Frente a esse contexto, Coutinho (2015) afirma que a crítica em relação à normatização da
criança e da infância, presente no campo científico, fez com que, em 1980, emergisse uma nova
área de estudos. Embora, em diferentes abordagens, as crianças nunca estiveram ausentes do
pensamento sociológico, do mesmo modo como o lugar da infância, mas o que ocorreu, segundo
Corsaro (2011), é que as crianças foram marginalizadas por este campo das ciências sociais. Isso,
segundo o autor, se deve ao fato de que, em cada período histórico, mudanças sociais e culturais
acarretam influências na lógica de compreensão, bem como nas produções relacionadas às
crianças e às infâncias.
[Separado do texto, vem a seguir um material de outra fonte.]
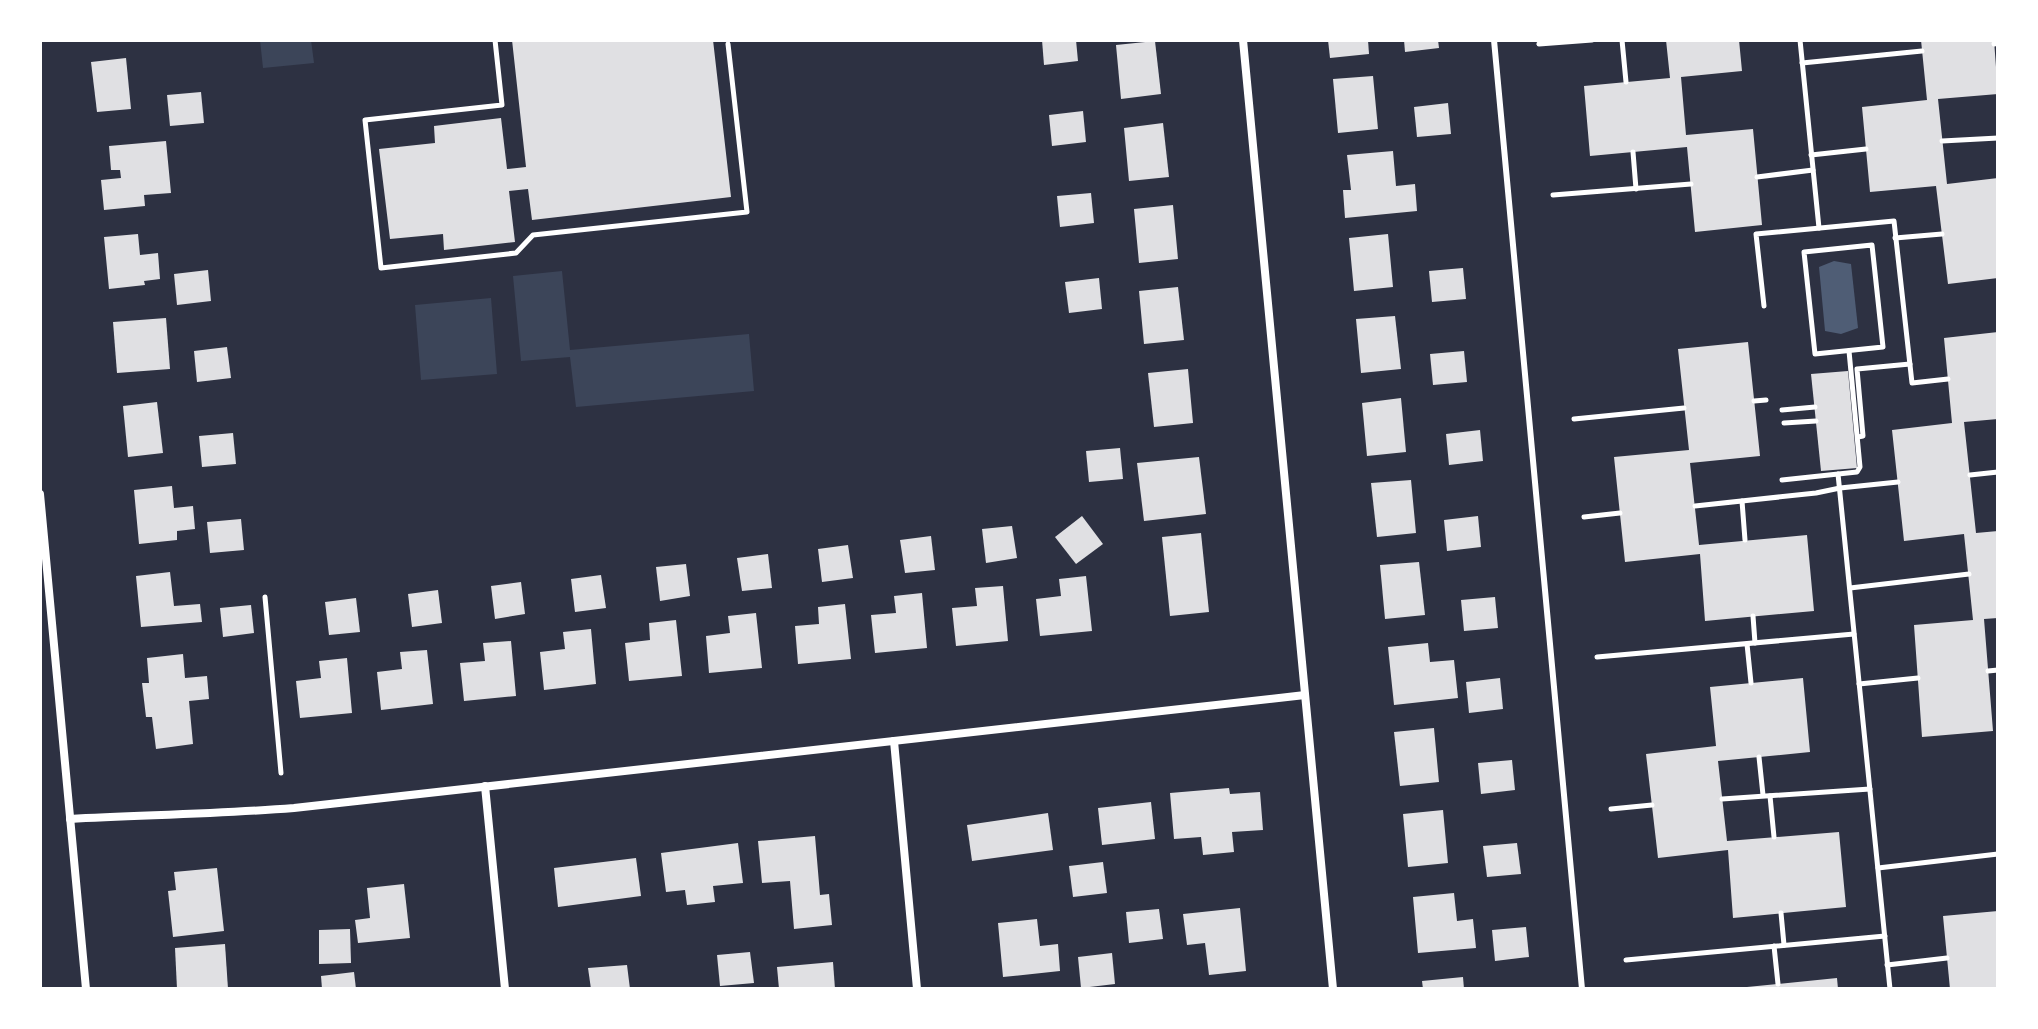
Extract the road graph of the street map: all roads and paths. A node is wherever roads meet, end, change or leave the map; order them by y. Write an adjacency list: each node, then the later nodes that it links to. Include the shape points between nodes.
1 (495, 40): 7 (path, via 502,105 365,120 381,268 516,253 533,235 747,212)
2 (1243, 40): 61 (street)
3 (1494, 40): 87 (lane)
4 (1592, 40): 8 (path)
5 (1622, 40): 11 (path)
6 (1800, 40): 10 (path)
7 (728, 44)
8 (1539, 44)
9 (1922, 51): 10 (path)
10 (1802, 63): 16 (path)
11 (1626, 82)
12 (1998, 138): 13 (path)
13 (1942, 141)
14 (1866, 149): 16 (path)
15 (1633, 152): 20 (path)
16 (1811, 155): 17 (path)
17 (1813, 170): 18 (path); 22 (path)
18 (1757, 177)
19 (1691, 184): 20 (path)
20 (1636, 189): 21 (path)
21 (1553, 195)
22 (1819, 228): 24 (path, via 1894,221); 25 (path, via 1756,234)
23 (1942, 234): 24 (path)
24 (1895, 238): 27 (path)
25 (1764, 306)
26 (1849, 351): 26 (path, via 1883,347 1872,245 1804,252 1815,354); 35 (path)
27 (1910, 364): 28 (path, via 1912,383); 35 (path, via 1857,369 1863,436)
28 (1948, 379)
29 (1766, 400): 30 (path)
30 (1754, 401)
31 (1684, 408): 33 (path)
32 (1782, 410): 34 (path, via 1814,407 1815,421)
33 (1574, 419)
34 (1784, 423)
35 (1858, 437): 37 (path, via 1860,467)
36 (1998, 472): 38 (path)
37 (1838, 474): 39 (path); 41 (path)
38 (1970, 475)
39 (1782, 480)
40 (1898, 482): 41 (path)
41 (1840, 488): 43 (path); 49 (path)
42 (40, 494): 71 (street)
43 (1742, 501): 44 (path); 47 (path)
44 (1695, 506)
45 (1620, 513): 46 (path)
46 (1584, 517)
47 (1745, 540)
48 (1969, 574): 49 (path)
49 (1850, 588): 52 (path)
50 (265, 597): 64 (path)
51 (1753, 616): 53 (path)
52 (1854, 634): 53 (path); 60 (path)
53 (1755, 643): 54 (path)
54 (1747, 644): 55 (path); 59 (path)
55 (1597, 657)
56 (1998, 670): 57 (path)
57 (1988, 671)
58 (1918, 678): 60 (path)
59 (1751, 683)
60 (1859, 684): 66 (path)
61 (1305, 695): 62 (street); 86 (street)
62 (894, 741): 65 (street); 85 (street)
63 (1759, 757): 67 (path)
64 (281, 773)
65 (485, 786): 71 (street, via 253,812); 84 (street)
66 (1870, 789): 67 (path); 74 (path)
67 (1766, 796): 68 (path); 72 (path)
68 (1722, 799)
69 (1652, 805): 70 (path)
70 (1611, 809)
71 (70, 819): 83 (street)
72 (1774, 837)
73 (1998, 854): 74 (path)
74 (1878, 868): 76 (path)
75 (1781, 913): 77 (path)
76 (1885, 936): 77 (path); 81 (path)
77 (1784, 945): 78 (path)
78 (1774, 946): 80 (path); 82 (path)
79 (1947, 958): 81 (path)
80 (1626, 960)
81 (1887, 965): 88 (path)
82 (1778, 984)
83 (86, 989)
84 (505, 989)
85 (917, 989)
86 (1333, 989)
87 (1582, 989)
88 (1890, 989)

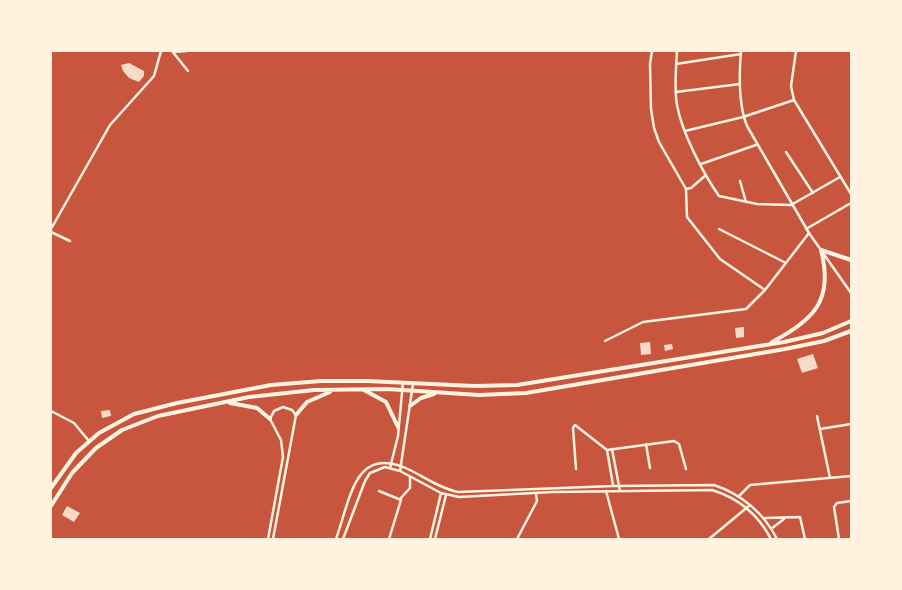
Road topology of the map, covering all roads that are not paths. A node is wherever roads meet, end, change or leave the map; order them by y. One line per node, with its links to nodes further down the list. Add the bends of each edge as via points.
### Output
1 (161, 51): 29 (street, via 154,76 110,125)
2 (187, 51): 6 (street)
3 (652, 51): 21 (street, via 651,109 654,128)
4 (677, 51): 8 (street)
5 (796, 51): 12 (street, via 791,86)
6 (173, 52): 9 (street)
7 (741, 53): 8 (street); 10 (street)
8 (676, 64): 11 (street)
9 (188, 71)
10 (740, 84): 11 (street); 13 (street)
11 (676, 92): 14 (street)
12 (794, 100): 13 (street); 19 (street)
13 (743, 117): 14 (street); 15 (street)
14 (685, 130): 17 (street)
15 (756, 145): 17 (street); 26 (street)
16 (786, 152): 22 (street)
17 (701, 164): 18 (street)
18 (706, 175): 21 (street); 24 (street, via 719,196)
19 (840, 177): 22 (street); 23 (street)
20 (740, 181): 24 (street)
21 (686, 189): 35 (street, via 685,210 690,222 720,259)
22 (813, 193): 26 (street)
23 (851, 194)
24 (746, 202): 26 (street)
25 (851, 203): 28 (street)
26 (791, 205): 28 (street)
27 (719, 229): 34 (street)
28 (806, 229): 30 (street)
29 (51, 230): 31 (street)
30 (809, 233): 32 (street); 34 (street)
31 (70, 241)
32 (821, 250): 33 (main road); 36 (street); 40 (main road, via 827,271 822,297 802,324)
33 (851, 260)
34 (785, 262): 35 (street)
35 (765, 290): 39 (street, via 746,309 643,322)
36 (851, 293)
37 (851, 321): 40 (main road, via 814,335)
38 (851, 331): 47 (main road, via 824,341 785,349 526,393)
39 (605, 341)
40 (769, 344): 42 (main road, via 530,384)
41 (403, 382): 42 (main road); 45 (street); 59 (main road, via 321,381 262,387 134,414)
42 (413, 383): 46 (street)
43 (362, 389): 44 (main road); 45 (main road); 55 (main road, via 386,402)
44 (334, 390): 48 (main road, via 274,394); 51 (main road, via 307,402)
45 (402, 390): 46 (main road); 55 (street)
46 (412, 390): 47 (main road); 49 (street)
47 (440, 393): 49 (main road, via 421,398)
48 (225, 403): 53 (main road, via 252,406); 86 (main road, via 158,416 122,430 84,459)
49 (410, 406): 58 (street)
50 (51, 410): 59 (street, via 74,423)
51 (296, 415): 53 (street, via 283,406 274,411); 92 (street)
52 (816, 416): 56 (street)
53 (270, 419): 91 (street, via 281,440 283,457)
54 (851, 424): 56 (street)
55 (398, 427): 57 (street)
56 (820, 429): 72 (street)
57 (398, 437): 58 (street); 63 (street)
58 (406, 438): 64 (street)
59 (89, 441): 75 (main road)
60 (646, 444): 61 (street); 66 (street); 68 (street, via 678,442)
61 (612, 449): 62 (street); 74 (street)
62 (607, 450): 67 (street, via 575,425); 73 (street)
63 (392, 462): 64 (street); 65 (street); 93 (street, via 376,462 362,472)
64 (401, 465): 69 (street); 73 (street, via 458,492)
65 (390, 468): 69 (street); 94 (street, via 378,468 370,473)
66 (650, 468)
67 (576, 469)
68 (686, 469)
69 (400, 471): 70 (street)
70 (410, 476): 79 (street); 83 (street, via 410,488)
71 (851, 476): 72 (street)
72 (830, 478): 82 (street, via 750,485)
73 (613, 486): 74 (street)
74 (619, 486): 78 (street); 82 (street, via 714,485)
75 (51, 488)
76 (379, 491): 83 (street)
77 (606, 491): 78 (street); 80 (street); 99 (street)
78 (620, 491): 87 (street, via 712,490)
79 (441, 493): 81 (street); 96 (street)
80 (536, 493): 81 (street, via 475,497); 98 (street, via 537,501)
81 (446, 495): 97 (street)
82 (739, 496): 85 (street)
83 (400, 499): 95 (street)
84 (851, 502): 104 (street, via 837,503 834,507)
85 (750, 505): 87 (street); 88 (street)
86 (51, 506)
87 (746, 507): 100 (street); 101 (street)
88 (764, 518): 89 (street); 90 (street)
89 (785, 518): 90 (street); 103 (street, via 800,517)
90 (772, 529): 102 (street)
91 (268, 539)
92 (273, 539)
93 (336, 539)
94 (343, 539)
95 (389, 539)
96 (430, 539)
97 (435, 539)
98 (516, 539)
99 (619, 539)
100 (709, 539)
101 (771, 539)
102 (777, 539)
103 (805, 539)
104 (839, 539)

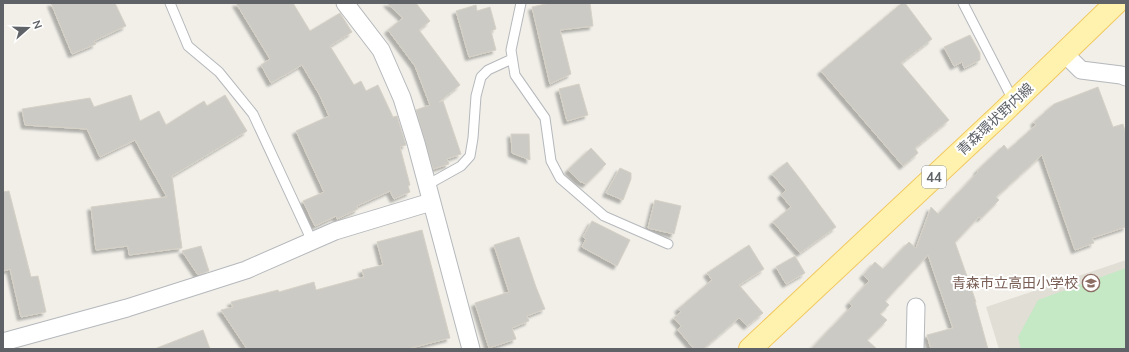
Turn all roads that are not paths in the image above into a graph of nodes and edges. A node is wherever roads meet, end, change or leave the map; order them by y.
1 (170, 3) edge
2 (345, 3) edge
3 (521, 3) edge
4 (963, 3) edge
5 (1116, 3) edge
6 (1064, 53) junction
7 (512, 59) junction
8 (1126, 77) edge
9 (1014, 102) junction
10 (426, 185) junction
11 (431, 202) junction
12 (312, 241) junction
13 (668, 244) dead end
14 (916, 307) dead end
15 (3, 342) edge
16 (471, 349) edge
17 (750, 349) edge
18 (915, 349) edge

1 - 12 lane
2 - 10 street
3 - 7 lane
4 - 9 lane
5 - 6 main road, 青森環状野内線 / 44
6 - 8 street
6 - 9 main road, 青森環状野内線 / 44
7 - 10 lane
7 - 13 lane
9 - 17 main road, 青森環状野内線 / 44
10 - 11 street
11 - 12 street
11 - 16 street
12 - 15 street
14 - 18 street

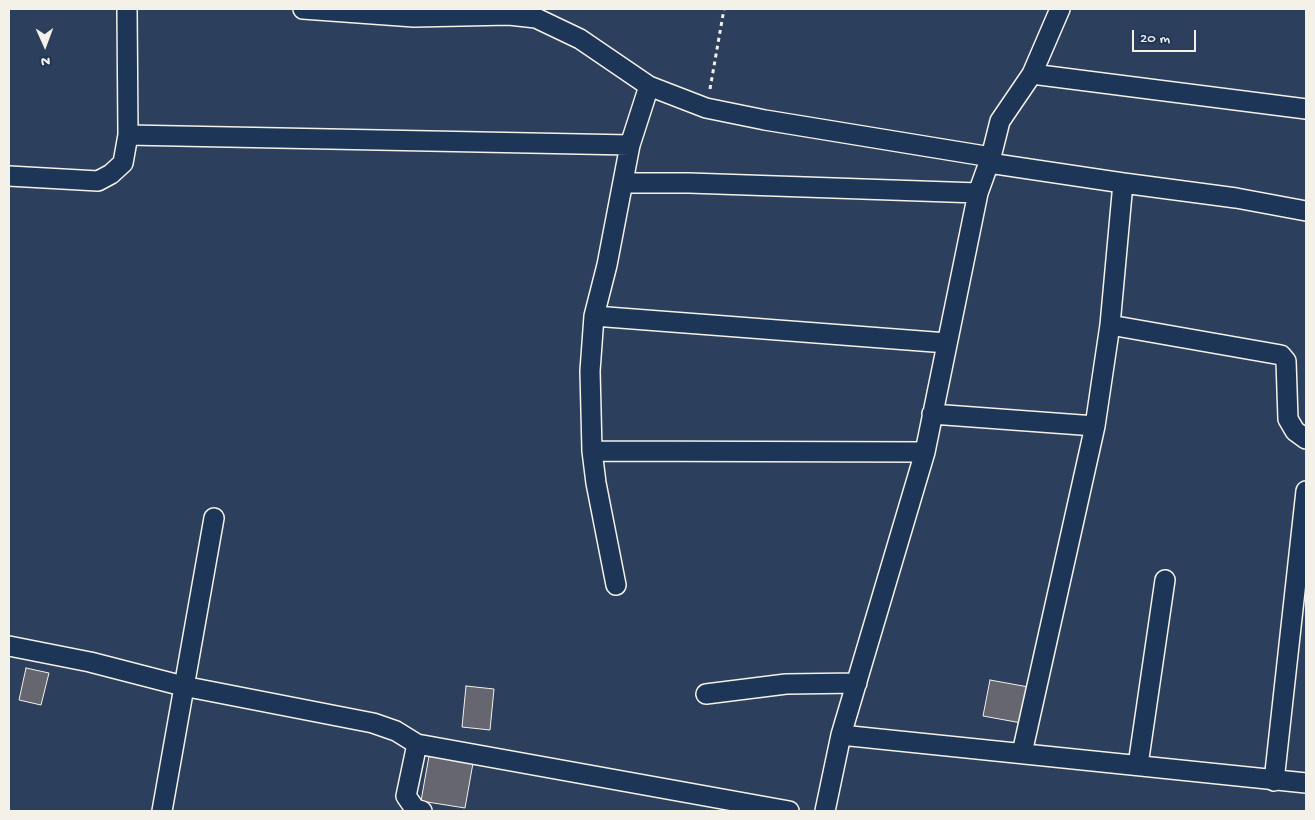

Desta forma, a crescente ampliação dos estudos, especificamente, sobre a
infância, no campo das ciências humanas, deu margem para a consolidação de uma nova vertente
da Sociologia da Educação, ou seja, a Sociologia da Infância.
Para Sarmento (2009), a expressão Sociologia da Infância é empregada desde os anos 30.
Contudo, esse autor salienta que “a consideração da infkncia como categoria social apenas se
desenvolveu no último quartel do século XX, com um significativo incremento a partir do início
da dpcada de 90” (p. 18).
Dessa forma, essa renovação dos estudos sociológicos em relação à infância tem
contribuído para que essa área seja considerada uma nova Sociologia da Infância, conforme
apontado por Martins Filho (2010, p. 5) “[...] a Sociologia da Infância é um campo recente que
estuda a infância em si mesma, isto é, como uma categoria sociológica do tipo geracional. Para a
Sociologia da Infância as crianças são atores sociais ativos”.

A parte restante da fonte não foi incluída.